===== Material for this exercise =====
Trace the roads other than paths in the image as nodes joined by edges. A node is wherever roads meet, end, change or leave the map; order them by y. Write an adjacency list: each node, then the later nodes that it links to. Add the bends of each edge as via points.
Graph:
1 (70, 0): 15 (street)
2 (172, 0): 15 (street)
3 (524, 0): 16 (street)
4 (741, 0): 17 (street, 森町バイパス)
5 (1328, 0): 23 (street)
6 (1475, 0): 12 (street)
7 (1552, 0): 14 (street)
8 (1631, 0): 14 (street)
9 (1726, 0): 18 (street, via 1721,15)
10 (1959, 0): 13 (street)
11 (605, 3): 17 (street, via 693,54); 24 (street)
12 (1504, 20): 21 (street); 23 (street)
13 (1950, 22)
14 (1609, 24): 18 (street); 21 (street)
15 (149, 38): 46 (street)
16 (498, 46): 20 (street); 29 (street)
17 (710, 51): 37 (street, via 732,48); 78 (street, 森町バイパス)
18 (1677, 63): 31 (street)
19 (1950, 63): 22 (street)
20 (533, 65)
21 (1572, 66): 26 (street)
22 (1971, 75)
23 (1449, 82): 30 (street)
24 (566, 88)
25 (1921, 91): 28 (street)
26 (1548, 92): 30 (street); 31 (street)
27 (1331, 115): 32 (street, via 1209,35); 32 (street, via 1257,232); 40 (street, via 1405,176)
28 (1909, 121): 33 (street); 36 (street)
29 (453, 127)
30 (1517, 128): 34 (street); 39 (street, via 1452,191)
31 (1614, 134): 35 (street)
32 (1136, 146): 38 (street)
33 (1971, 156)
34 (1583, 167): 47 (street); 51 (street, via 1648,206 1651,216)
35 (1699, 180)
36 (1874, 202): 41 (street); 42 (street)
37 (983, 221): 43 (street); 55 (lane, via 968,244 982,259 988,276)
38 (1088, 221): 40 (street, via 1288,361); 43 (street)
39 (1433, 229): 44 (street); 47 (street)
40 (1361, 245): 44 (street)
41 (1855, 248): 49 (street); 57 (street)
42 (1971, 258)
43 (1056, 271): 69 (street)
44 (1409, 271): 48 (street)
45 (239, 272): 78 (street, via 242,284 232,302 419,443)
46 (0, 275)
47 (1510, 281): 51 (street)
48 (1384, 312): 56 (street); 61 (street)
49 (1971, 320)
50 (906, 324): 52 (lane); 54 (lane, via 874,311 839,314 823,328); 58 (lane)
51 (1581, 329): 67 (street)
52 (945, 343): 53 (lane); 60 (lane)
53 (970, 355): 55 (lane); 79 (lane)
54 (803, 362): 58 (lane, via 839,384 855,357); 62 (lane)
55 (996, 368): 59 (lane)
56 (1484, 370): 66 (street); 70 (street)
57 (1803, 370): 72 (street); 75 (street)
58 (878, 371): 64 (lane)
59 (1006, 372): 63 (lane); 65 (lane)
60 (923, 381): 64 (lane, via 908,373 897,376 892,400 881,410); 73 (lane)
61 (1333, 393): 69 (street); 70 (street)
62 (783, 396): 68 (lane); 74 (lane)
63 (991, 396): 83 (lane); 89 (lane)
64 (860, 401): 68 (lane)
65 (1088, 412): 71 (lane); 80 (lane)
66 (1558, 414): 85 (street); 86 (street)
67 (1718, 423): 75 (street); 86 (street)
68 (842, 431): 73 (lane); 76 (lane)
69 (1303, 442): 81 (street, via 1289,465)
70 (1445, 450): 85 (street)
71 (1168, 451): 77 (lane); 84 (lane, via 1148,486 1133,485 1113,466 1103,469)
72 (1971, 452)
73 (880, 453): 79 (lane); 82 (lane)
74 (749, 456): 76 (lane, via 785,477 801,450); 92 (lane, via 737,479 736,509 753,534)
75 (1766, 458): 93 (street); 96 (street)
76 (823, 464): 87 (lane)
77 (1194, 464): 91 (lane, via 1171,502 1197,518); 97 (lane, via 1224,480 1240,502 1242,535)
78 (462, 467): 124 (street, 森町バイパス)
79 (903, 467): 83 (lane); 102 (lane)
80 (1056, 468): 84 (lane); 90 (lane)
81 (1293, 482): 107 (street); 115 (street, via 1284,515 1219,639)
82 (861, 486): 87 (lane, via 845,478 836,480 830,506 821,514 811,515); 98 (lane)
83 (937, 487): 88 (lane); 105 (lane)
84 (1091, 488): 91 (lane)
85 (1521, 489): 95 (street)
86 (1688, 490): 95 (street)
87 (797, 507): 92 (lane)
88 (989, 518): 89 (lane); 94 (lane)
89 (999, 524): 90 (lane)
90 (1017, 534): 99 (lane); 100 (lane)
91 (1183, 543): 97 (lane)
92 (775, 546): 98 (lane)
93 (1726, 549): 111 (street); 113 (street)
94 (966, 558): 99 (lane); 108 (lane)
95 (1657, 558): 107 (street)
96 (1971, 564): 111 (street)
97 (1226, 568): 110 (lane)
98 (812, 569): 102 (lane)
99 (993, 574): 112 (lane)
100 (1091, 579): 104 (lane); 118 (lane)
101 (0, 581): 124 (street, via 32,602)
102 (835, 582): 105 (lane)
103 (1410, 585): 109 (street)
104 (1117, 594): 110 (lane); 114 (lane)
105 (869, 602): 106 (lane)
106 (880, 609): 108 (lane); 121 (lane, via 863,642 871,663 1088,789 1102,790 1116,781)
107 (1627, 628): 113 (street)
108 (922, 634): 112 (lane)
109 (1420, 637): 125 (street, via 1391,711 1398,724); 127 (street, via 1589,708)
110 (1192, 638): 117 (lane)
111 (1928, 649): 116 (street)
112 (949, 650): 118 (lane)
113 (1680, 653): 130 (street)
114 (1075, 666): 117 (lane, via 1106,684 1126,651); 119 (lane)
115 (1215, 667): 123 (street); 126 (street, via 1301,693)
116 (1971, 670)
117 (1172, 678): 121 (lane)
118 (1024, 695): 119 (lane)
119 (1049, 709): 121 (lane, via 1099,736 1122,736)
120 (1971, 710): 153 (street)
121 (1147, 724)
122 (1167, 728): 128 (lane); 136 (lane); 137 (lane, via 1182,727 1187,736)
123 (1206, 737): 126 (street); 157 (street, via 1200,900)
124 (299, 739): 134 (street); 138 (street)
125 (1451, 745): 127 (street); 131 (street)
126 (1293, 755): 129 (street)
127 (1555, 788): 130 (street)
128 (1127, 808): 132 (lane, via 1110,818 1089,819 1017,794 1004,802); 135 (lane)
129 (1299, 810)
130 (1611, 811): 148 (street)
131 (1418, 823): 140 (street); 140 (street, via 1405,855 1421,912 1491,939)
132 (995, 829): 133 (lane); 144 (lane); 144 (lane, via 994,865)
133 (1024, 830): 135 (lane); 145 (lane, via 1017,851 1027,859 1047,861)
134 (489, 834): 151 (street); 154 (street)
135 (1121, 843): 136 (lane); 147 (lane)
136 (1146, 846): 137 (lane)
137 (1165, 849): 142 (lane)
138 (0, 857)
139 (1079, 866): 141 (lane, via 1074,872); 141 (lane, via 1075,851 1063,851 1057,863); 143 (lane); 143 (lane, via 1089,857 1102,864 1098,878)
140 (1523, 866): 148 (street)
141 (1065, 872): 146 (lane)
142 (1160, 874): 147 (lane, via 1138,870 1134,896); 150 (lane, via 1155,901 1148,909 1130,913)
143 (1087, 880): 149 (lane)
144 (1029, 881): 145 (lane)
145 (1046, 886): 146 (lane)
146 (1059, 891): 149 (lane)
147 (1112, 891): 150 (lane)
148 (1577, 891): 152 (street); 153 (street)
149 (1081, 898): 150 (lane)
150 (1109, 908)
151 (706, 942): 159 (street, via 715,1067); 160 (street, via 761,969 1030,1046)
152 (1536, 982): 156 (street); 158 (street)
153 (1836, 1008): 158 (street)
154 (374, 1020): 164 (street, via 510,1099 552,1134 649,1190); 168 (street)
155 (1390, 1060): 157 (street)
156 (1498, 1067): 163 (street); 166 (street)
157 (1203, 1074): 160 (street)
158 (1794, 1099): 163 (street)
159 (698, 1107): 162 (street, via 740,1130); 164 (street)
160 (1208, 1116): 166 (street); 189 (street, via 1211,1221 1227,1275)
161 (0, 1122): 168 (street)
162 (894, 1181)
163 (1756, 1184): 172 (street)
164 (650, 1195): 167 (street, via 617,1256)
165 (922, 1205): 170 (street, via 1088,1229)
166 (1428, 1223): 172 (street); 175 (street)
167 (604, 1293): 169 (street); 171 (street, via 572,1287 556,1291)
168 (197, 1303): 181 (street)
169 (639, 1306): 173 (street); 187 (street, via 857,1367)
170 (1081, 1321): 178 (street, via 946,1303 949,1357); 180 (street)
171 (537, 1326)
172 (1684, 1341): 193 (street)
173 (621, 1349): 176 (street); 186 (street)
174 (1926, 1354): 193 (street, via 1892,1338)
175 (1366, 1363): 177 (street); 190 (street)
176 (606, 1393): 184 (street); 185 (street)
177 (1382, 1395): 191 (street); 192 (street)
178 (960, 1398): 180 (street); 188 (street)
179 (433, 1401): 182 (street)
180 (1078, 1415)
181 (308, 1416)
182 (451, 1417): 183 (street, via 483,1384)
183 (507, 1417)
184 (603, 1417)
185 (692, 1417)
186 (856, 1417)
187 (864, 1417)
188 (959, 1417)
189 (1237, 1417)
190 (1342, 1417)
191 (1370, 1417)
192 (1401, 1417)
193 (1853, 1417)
=====
Prompt »
Go through the records above and, whenever a line includes the word "森町バイパス", copy it.

Your response »
4 (741, 0): 17 (street, 森町バイパス)
17 (710, 51): 37 (street, via 732,48); 78 (street, 森町バイパス)
78 (462, 467): 124 (street, 森町バイパス)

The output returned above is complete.